A few weeks ago, Frances was distraught during the set up time shortly before clubs were supposed to begin. This was a surprise to me, because normally she is so peppy and put-together. She had found her own experiment to do that week with the girls – building a geodesic dome out of rolled up newspapers – but hadn’t anticipated how long it would take to prepare the materials. Without enough time to completely finish, she and the other mentors were able to improvise another activity for that week. The following week, though, she was ready. Newspapers in hand, the mentors and girls went to work on the dome. Piece by piece, they developed a system with some people as holders and other people helping out with the taping.
In the final minutes of club, the dome finally came together and stood on its own. Teamwork at its best. We invited all the other clubs to come check it out, and it was clear how proud the fourth graders were as the younger girls oooh’d and ahhh’d. After taking a few pictures, we let the girls enter the structure and camp out for a bit like Eskimos in an igloo. Finally, we cleared the little ones out and had an exhilarating final few seconds as the fourth graders teared apart the thing they had worked so hard on for the last eighty minutes. A quick, fun reward for their efforts.

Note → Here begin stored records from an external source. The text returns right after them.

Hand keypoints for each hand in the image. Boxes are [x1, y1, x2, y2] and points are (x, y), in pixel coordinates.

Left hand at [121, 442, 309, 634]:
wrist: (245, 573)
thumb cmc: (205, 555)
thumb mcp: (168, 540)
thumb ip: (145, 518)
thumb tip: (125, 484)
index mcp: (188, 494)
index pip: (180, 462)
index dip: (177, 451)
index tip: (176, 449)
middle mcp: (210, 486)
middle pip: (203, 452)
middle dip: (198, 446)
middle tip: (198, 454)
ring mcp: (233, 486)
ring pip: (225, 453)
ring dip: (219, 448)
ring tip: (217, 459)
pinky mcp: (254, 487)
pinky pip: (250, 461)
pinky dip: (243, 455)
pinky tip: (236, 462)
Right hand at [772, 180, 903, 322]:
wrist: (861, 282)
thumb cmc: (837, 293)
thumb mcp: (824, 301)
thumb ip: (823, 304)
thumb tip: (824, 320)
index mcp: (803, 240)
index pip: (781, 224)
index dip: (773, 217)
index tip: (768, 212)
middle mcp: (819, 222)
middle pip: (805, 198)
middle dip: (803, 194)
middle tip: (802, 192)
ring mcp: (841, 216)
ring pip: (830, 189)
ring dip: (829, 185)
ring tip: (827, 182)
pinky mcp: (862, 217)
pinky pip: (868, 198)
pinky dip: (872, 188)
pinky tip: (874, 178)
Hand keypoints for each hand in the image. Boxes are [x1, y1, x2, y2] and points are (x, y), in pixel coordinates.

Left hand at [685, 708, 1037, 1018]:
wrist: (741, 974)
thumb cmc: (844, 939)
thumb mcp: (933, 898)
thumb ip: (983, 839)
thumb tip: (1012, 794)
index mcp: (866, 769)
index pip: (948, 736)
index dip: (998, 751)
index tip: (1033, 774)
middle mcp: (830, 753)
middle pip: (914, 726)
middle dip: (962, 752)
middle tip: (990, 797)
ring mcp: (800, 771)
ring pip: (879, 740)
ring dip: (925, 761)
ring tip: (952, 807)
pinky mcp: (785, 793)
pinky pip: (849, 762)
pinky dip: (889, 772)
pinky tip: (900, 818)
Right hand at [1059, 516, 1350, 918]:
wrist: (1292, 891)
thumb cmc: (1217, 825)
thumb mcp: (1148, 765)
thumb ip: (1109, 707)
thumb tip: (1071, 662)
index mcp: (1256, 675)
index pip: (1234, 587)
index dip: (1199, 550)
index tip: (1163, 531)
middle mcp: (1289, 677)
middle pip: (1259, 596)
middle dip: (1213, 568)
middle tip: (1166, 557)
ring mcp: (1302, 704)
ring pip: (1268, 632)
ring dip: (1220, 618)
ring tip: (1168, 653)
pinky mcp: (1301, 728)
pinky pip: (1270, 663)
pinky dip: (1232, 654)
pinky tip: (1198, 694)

The following week, I watched Laura frantically filing away at sugar cubes in the corner of the classroom for a few minutes, like an elf in Santa’s factory on Christmas Eve. Wondering what was going on, Iasked if I could help. Eventually, I found her a knife to cut the cubes a little more efficiently. The result? Le Arc de Triomphe. Every girl made her own arch using sugar cubes filed down to different degrees. The mentors then took photos with all the girls and their finished product.
Other club highlights that didn’t make the cut (mostly due to lack of photographic evidence): Rubber band-powered cars with CDs as wheels, Platforms made from sheets of cardboard and balloons, that supported the girls’ weight, and the cup-tower challenge. The last one, especially, was a blast to watch. The girls competed to see who could build the highest tower with 70 cups in five minutes, and then the mentors and their junior mentor, Sarah Eustache, competed against each other. Frances won, proving that her half-dozen years of training as an engineer have been put to good use. Hopefully that will land on her resume some day.
This is Rachelle’s first semester with us, Frances’ second, and Laura’s FOURTH. Frances has been with the same girls all year, and Laura has been with them since Fall ’08, when they were just barely out of second grade! That kind of mentor dedication is what makes Science Club the community it is, and we are so so so grateful to the mentors who make us a priority, even with all the craziness of living the life of a scientist. I love visiting this club at FMA, because it is guaranteed that the girls will be to be active, engaged, and energized in whatever the lesson is for the day. Thanks to these mentors for inspiring me, as a staff member of SCFG.